ROUND関数の使い方は「【Excel】ROUND関数の使い方|桁数指定から丸め6種の使い分けまで解説」で詳しく解説しています。
ちなみに、ABS関数とSIGN関数を使えば、元の数値を復元できます。
=ABS(A1) * SIGN(A1) → A1の値がそのまま返る
この性質を利用して、「絶対値は変えずに符号だけ操作する」といった計算にも応用できます。
SIGN関数について詳しくは「ExcelのSIGN関数の使い方|数値の符号判定を基本から実践例まで解説」で解説しています。
集計作業でSUM関数を使っている方は「SUM関数とは?使い方・エラー対処・応用を初心者向けに解説」もあわせてチェックしてみてください。
よくある質問
ABS関数を使わずに絶対値を求める方法はある?
はい、数式だけでも絶対値を求められます。=IF(A1<0, -A1, A1) のようにIF関数でマイナスのときだけ符号を反転する方法です。ただし、ABS関数を使ったほうが数式が短くて読みやすいので、基本的にはABS関数を使うのがおすすめです。
ABS関数で日付の差は計算できる?
ABS関数の引数に日付の引き算を入れれば、日数の差を絶対値で求められます。たとえば =ABS(A1-B1) でA1とB1にそれぞれ日付が入っていれば、どちらが先でも日数の差がプラスで返ります。

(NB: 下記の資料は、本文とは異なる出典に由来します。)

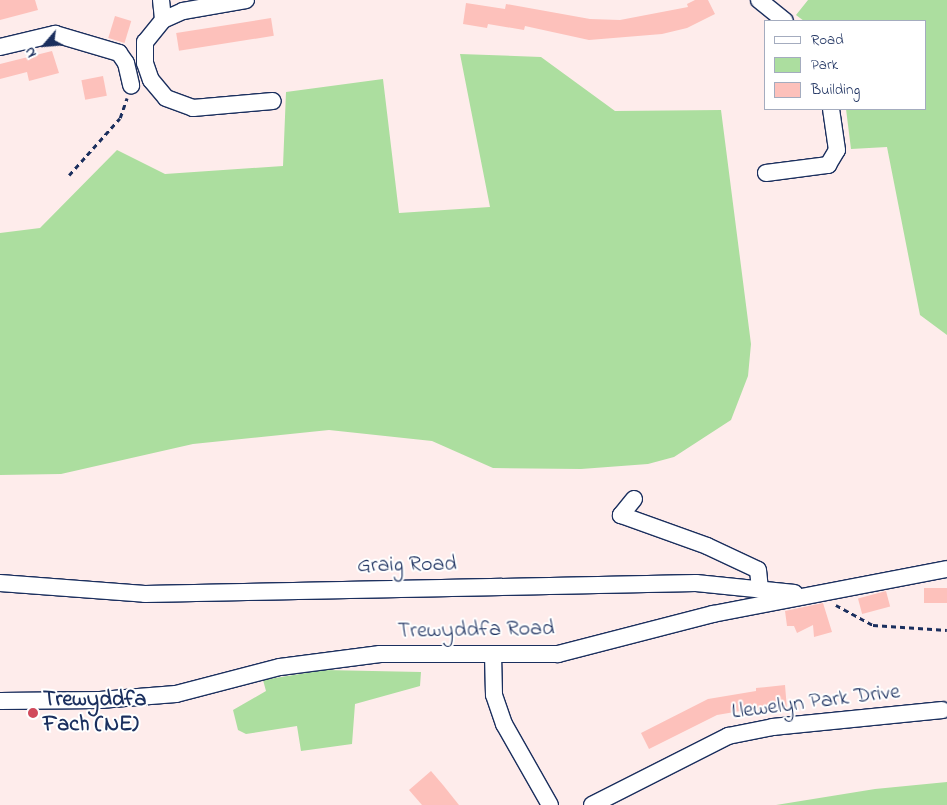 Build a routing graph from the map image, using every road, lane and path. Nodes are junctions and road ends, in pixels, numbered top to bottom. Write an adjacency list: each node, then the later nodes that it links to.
1 (160, 0): 4 (street)
2 (246, 0): 4 (street)
3 (759, 0): 5 (street)
4 (163, 20): 8 (street)
5 (784, 20)
6 (0, 47): 7 (street)
7 (131, 85): 11 (path)
8 (273, 101)
9 (831, 110): 10 (street)
10 (766, 173)
11 (69, 175)
12 (634, 499): 15 (street)
13 (947, 569): 16 (street, Trewyddfa Road)
14 (0, 584): 15 (street, Graig Road)
15 (760, 590): 16 (street, Graig Road)
16 (820, 594): 17 (path); 18 (street, Trewyddfa Road)
17 (947, 630)
18 (492, 654): 19 (street, Trewyddfa Road); 21 (street)
19 (0, 701)
20 (942, 710): 22 (street, Llewelyn Park Drive)
21 (550, 805)
22 (592, 805) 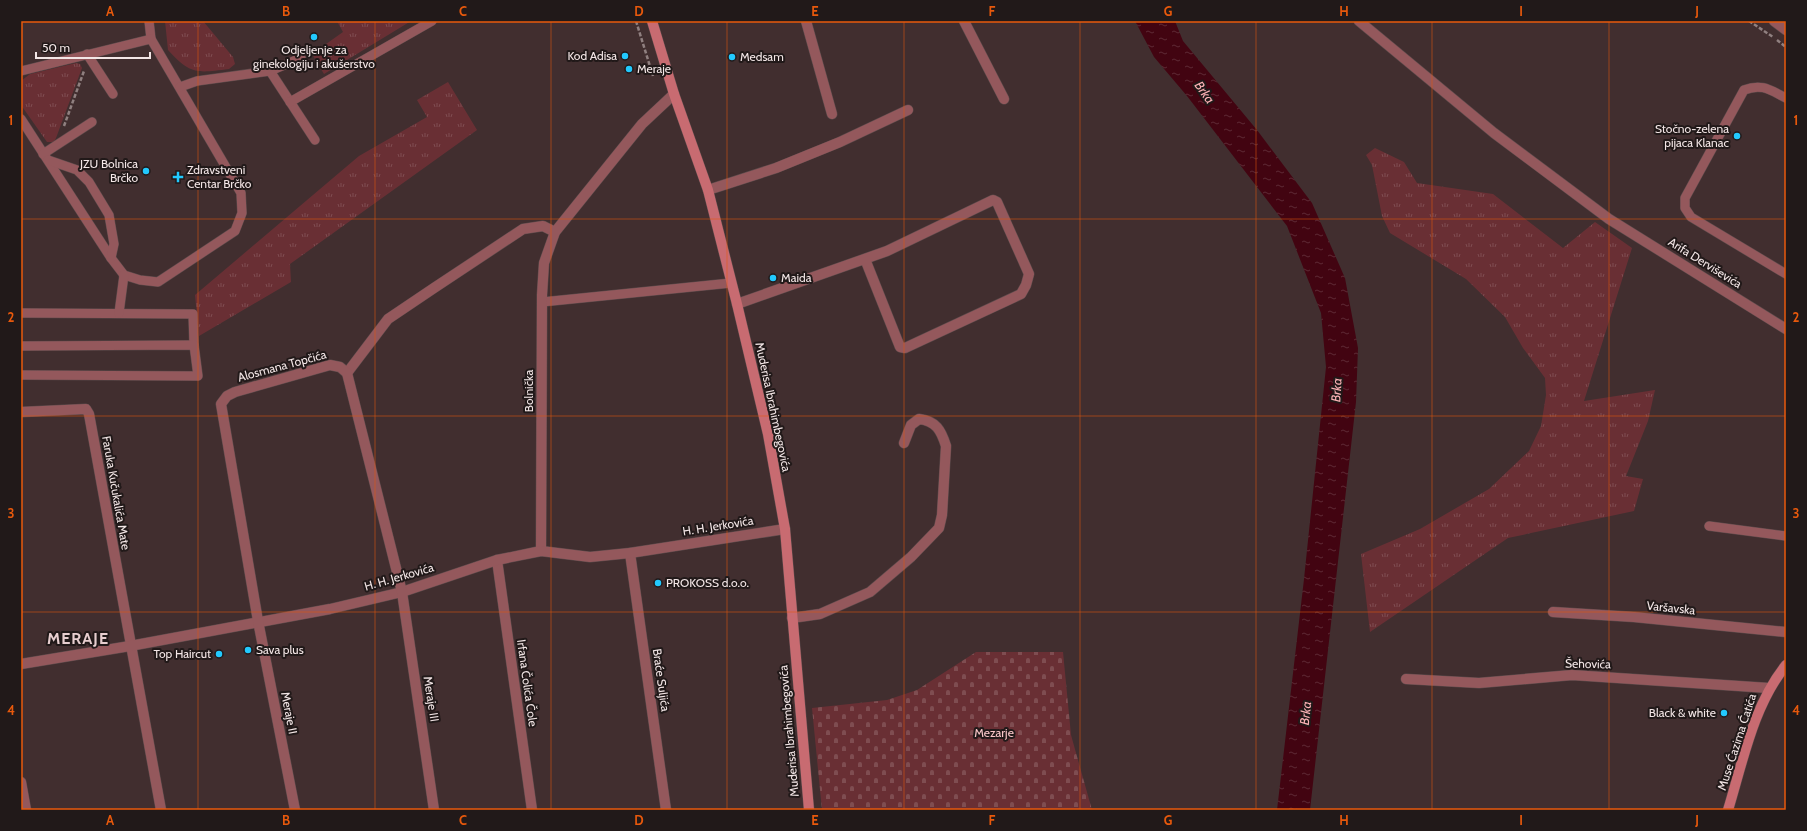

ただし、日付の差を計算する場面ではDATEDIF関数やDAYS関数を使うほうが意図が明確になります。用途に応じて使い分けてみてください。
複数セルの絶対値を一括で求めるには?
B列にA列の絶対値をまとめて出したい場合は、=ABS(A1) と入力してからセルの右下のフィルハンドルを下にドラッグしてコピーしましょう。Microsoft 365やExcel 2021以降であれば、スピル機能を使って =ABS(A1:A10) と範囲指定することで一括取得も可能です。
まとめ
この記事では、ExcelのABS関数について基本から実践的な活用法まで解説しました。
ABS関数のポイントをおさらいしておきましょう。
- ABS関数は 数値の絶対値(マイナスを取り除いた値)を返す関数
- 構文は
=ABS(数値)で、引数は1つだけのシンプルな関数 - 売上差分の計算、在庫差異の分析、IF関数との組み合わせなど 実務での活用シーンが豊富
- 条件付き書式やSUMPRODUCT関数との連携で、さらに実践的に使える
- 文字列を渡すと
#VALUE!エラーになるので、IFERROR関数との併用がおすすめ
ABS関数はシンプルですが、他の関数や機能と組み合わせることで活躍の幅が大きく広がります。まずは売上データや在庫データの差分計算から試してみてください。